WHAT YOU HAVE TO DO: Exactly as they stand, write out all of the entries again.

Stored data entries
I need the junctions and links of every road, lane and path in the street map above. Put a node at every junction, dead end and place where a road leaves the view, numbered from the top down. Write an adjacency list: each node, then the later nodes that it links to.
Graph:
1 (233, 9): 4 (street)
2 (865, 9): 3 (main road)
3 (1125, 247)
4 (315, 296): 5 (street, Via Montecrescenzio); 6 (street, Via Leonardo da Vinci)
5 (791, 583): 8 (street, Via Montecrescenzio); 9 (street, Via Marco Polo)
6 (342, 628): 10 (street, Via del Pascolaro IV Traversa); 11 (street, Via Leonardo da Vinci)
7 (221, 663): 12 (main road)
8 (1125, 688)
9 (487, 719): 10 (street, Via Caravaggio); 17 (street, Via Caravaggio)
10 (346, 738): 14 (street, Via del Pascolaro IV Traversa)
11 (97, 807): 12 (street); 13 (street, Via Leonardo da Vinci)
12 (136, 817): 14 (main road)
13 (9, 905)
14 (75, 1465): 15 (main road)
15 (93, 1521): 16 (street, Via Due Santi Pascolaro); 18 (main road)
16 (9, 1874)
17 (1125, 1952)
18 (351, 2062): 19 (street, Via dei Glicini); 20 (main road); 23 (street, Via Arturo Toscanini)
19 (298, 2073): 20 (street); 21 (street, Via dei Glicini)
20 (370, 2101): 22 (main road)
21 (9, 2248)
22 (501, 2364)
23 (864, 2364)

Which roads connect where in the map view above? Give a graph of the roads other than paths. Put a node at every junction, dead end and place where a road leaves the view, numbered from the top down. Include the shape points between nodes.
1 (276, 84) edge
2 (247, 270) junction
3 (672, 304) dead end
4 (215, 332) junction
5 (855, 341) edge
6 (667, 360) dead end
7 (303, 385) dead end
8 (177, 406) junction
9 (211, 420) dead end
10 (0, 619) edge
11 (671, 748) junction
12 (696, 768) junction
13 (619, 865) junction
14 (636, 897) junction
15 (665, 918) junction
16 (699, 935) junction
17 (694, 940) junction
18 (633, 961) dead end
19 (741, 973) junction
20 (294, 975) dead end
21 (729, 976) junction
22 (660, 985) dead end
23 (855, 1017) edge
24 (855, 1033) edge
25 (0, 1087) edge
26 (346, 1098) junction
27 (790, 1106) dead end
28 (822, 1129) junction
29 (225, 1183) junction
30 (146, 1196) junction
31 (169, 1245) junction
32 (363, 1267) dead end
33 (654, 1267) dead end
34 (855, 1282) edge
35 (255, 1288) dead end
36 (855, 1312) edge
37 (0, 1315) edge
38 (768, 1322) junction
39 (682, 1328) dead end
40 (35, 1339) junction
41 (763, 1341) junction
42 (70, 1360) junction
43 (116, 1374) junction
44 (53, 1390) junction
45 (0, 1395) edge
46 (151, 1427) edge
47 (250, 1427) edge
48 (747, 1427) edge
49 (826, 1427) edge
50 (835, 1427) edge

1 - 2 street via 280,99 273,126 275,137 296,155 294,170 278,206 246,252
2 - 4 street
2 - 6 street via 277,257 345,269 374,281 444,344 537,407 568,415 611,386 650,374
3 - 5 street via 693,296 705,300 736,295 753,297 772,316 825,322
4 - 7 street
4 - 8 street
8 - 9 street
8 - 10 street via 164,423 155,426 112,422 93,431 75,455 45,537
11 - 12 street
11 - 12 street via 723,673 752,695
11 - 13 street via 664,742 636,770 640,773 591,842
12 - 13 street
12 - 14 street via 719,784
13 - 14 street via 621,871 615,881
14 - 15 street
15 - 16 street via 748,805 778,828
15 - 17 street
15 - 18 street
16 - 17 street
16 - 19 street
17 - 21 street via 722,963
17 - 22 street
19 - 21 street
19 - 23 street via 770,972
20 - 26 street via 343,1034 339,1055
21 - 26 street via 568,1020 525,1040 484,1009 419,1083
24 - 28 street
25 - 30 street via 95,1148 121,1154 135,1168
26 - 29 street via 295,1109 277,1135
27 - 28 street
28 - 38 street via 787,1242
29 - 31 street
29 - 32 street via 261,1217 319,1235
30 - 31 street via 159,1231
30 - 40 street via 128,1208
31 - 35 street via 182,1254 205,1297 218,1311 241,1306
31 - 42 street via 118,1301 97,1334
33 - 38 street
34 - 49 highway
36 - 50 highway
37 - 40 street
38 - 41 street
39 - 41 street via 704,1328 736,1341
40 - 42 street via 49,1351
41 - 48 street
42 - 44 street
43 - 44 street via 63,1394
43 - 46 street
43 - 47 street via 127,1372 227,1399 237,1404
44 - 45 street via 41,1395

TASK RESPONSE:
I need the junctions and links of every road, lane and path in the street map above. Put a node at every junction, dead end and place where a road leaves the view, numbered from the top down. Write an adjacency list: each node, then the later nodes that it links to.
Graph:
1 (233, 9): 4 (street)
2 (865, 9): 3 (main road)
3 (1125, 247)
4 (315, 296): 5 (street, Via Montecrescenzio); 6 (street, Via Leonardo da Vinci)
5 (791, 583): 8 (street, Via Montecrescenzio); 9 (street, Via Marco Polo)
6 (342, 628): 10 (street, Via del Pascolaro IV Traversa); 11 (street, Via Leonardo da Vinci)
7 (221, 663): 12 (main road)
8 (1125, 688)
9 (487, 719): 10 (street, Via Caravaggio); 17 (street, Via Caravaggio)
10 (346, 738): 14 (street, Via del Pascolaro IV Traversa)
11 (97, 807): 12 (street); 13 (street, Via Leonardo da Vinci)
12 (136, 817): 14 (main road)
13 (9, 905)
14 (75, 1465): 15 (main road)
15 (93, 1521): 16 (street, Via Due Santi Pascolaro); 18 (main road)
16 (9, 1874)
17 (1125, 1952)
18 (351, 2062): 19 (street, Via dei Glicini); 20 (main road); 23 (street, Via Arturo Toscanini)
19 (298, 2073): 20 (street); 21 (street, Via dei Glicini)
20 (370, 2101): 22 (main road)
21 (9, 2248)
22 (501, 2364)
23 (864, 2364)

Which roads connect where in the map view above? Give a graph of the roads other than paths. Put a node at every junction, dead end and place where a road leaves the view, numbered from the top down. Include the shape points between nodes.
1 (276, 84) edge
2 (247, 270) junction
3 (672, 304) dead end
4 (215, 332) junction
5 (855, 341) edge
6 (667, 360) dead end
7 (303, 385) dead end
8 (177, 406) junction
9 (211, 420) dead end
10 (0, 619) edge
11 (671, 748) junction
12 (696, 768) junction
13 (619, 865) junction
14 (636, 897) junction
15 (665, 918) junction
16 (699, 935) junction
17 (694, 940) junction
18 (633, 961) dead end
19 (741, 973) junction
20 (294, 975) dead end
21 (729, 976) junction
22 (660, 985) dead end
23 (855, 1017) edge
24 (855, 1033) edge
25 (0, 1087) edge
26 (346, 1098) junction
27 (790, 1106) dead end
28 (822, 1129) junction
29 (225, 1183) junction
30 (146, 1196) junction
31 (169, 1245) junction
32 (363, 1267) dead end
33 (654, 1267) dead end
34 (855, 1282) edge
35 (255, 1288) dead end
36 (855, 1312) edge
37 (0, 1315) edge
38 (768, 1322) junction
39 (682, 1328) dead end
40 (35, 1339) junction
41 (763, 1341) junction
42 (70, 1360) junction
43 (116, 1374) junction
44 (53, 1390) junction
45 (0, 1395) edge
46 (151, 1427) edge
47 (250, 1427) edge
48 (747, 1427) edge
49 (826, 1427) edge
50 (835, 1427) edge

1 - 2 street via 280,99 273,126 275,137 296,155 294,170 278,206 246,252
2 - 4 street
2 - 6 street via 277,257 345,269 374,281 444,344 537,407 568,415 611,386 650,374
3 - 5 street via 693,296 705,300 736,295 753,297 772,316 825,322
4 - 7 street
4 - 8 street
8 - 9 street
8 - 10 street via 164,423 155,426 112,422 93,431 75,455 45,537
11 - 12 street
11 - 12 street via 723,673 752,695
11 - 13 street via 664,742 636,770 640,773 591,842
12 - 13 street
12 - 14 street via 719,784
13 - 14 street via 621,871 615,881
14 - 15 street
15 - 16 street via 748,805 778,828
15 - 17 street
15 - 18 street
16 - 17 street
16 - 19 street
17 - 21 street via 722,963
17 - 22 street
19 - 21 street
19 - 23 street via 770,972
20 - 26 street via 343,1034 339,1055
21 - 26 street via 568,1020 525,1040 484,1009 419,1083
24 - 28 street
25 - 30 street via 95,1148 121,1154 135,1168
26 - 29 street via 295,1109 277,1135
27 - 28 street
28 - 38 street via 787,1242
29 - 31 street
29 - 32 street via 261,1217 319,1235
30 - 31 street via 159,1231
30 - 40 street via 128,1208
31 - 35 street via 182,1254 205,1297 218,1311 241,1306
31 - 42 street via 118,1301 97,1334
33 - 38 street
34 - 49 highway
36 - 50 highway
37 - 40 street
38 - 41 street
39 - 41 street via 704,1328 736,1341
40 - 42 street via 49,1351
41 - 48 street
42 - 44 street
43 - 44 street via 63,1394
43 - 46 street
43 - 47 street via 127,1372 227,1399 237,1404
44 - 45 street via 41,1395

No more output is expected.